Etappe 23

Kultur & Geschichte

Sandkasten am Grießenbach

Der "Sandkasten Nr. III", den wir kurz vor dem Erreichen des Rottauer Wasserfalls passieren, gehört zur ehemaligen Solepumpstation Klaushäusl, in der heute des Museum Salz & Moor untergebracht ist. Diese Pumpstation arbeitete von 1810 bis 1958 rund um die Uhr und musste täglich mit ausreichend Aufschlagwasser zum Betrieb der Pumpe versorgt werden. Dazu wurde eine Quelle im Hinteren Rottauer Tal mit einer 6km langen Leitung aus Eisenrohren angezapft. Zwischen der Quellfassung und dem Klaushäusl war diese Leitung von vier "Sandkästen" unterbrochen. Diese Sandkästen hatten drei Funktionen. Ein Sieb im Inneren säuberte das Wasser von Sand, Steinen, Laub und anderen Verunreinigungen, daher kommt auch die Bezeichnung "Sandkasten". Ohne die Unterbrechung durch die Sandkästen hätte sich zudem ein zu großer Druck in den Eisenrohren aufgebaut. Und schließlich wurden in kalten Winternächten unter den Sandkästen Feuer entzündet, um zu verhindern, dass das Aufschlagwasser einfriert. Am "Sandkasten Nr. III" wurde außerdem zusätzlich Wasser aus dem Grießenbach eingespeist.

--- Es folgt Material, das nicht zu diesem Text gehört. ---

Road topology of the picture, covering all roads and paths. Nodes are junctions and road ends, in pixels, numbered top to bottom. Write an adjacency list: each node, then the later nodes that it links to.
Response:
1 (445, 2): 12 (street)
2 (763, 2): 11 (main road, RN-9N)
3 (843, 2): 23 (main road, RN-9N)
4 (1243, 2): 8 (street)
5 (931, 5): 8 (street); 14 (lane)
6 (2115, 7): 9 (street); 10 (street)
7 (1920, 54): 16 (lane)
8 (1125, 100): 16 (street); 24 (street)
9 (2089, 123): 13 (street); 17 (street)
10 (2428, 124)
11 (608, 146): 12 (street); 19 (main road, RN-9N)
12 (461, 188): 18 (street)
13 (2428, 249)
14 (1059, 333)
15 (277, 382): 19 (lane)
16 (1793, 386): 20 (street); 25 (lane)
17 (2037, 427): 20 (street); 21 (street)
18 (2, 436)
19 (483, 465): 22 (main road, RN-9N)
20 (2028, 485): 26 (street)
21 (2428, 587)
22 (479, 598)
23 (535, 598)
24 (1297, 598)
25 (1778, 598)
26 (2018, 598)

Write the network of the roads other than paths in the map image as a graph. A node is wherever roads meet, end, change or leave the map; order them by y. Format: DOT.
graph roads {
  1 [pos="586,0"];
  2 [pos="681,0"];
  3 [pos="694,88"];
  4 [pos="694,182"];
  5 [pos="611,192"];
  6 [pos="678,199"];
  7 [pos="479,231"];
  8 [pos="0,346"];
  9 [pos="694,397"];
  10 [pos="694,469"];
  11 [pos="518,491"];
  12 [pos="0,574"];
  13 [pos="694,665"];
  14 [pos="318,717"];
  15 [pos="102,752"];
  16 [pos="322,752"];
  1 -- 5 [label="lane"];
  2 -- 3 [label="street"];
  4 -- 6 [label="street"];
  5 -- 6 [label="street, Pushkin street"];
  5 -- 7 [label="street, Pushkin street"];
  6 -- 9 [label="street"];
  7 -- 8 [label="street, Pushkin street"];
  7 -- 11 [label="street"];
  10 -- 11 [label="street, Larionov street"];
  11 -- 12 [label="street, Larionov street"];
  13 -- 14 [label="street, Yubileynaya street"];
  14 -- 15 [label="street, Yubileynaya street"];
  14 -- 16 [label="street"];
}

Museum Salz & Moor im Klaushäusl

Museum Salz und Moor im Klaushäusl

Das historische Gebäudeensemble des Klaushäusls beherbergt heute mit dem Museum Salz & Moor zwei Museen in einem. Im Salzmuseum kann man die Technikgeschichte der Soleleitung von Reichenhall nach Rosenheim entdecken, die als eine der ersten Pipelines der Welt gilt. Das Moormuseum bietet Einblicke in das Leben im Hochmoor und erklärt auf anschauliche Weise Zusammenhänge, die normalerweise dem Auge verborgen bleiben. Dazu gibt es jährlich wechselnde Sonderausstellungen.

Klaushäusl 9 | 83224 Grassau

www.grassau.de/klaushaeusl

Kirche Mariä Himmelfahrt Grassau

Die Anfänge der Pfarrkirche Mariä Himmelfahrt gehen bis auf 1150 zurück. Im Mittelalter befand sich an ihrer Stelle ein Gerichtsstandort. Im weithin sichtbaren Zwiebelturm finden sich romanische Elemente. Der frühbarocke Hochaltar von 1640, mehrere Rokoko Seitenaltäre, Stuckarbeiten und Jahrhunderte alte Malereien machen die Kirche sehenswert. Bemerkenswert sind auch die Prozessionsstangen aus dem 18. Jahrhundert von Patronen der verschiedenen Grassauer Handwerksberufen. Links neben dem Haupteingang befindet sich die Kriegergedächtniskapelle, die um 1700 entstand. Rechts vom Haupteingang die nur von außen zugängliche Totenkapelle, ein ehemaliges, prächtig ausgemaltes Beinhaus.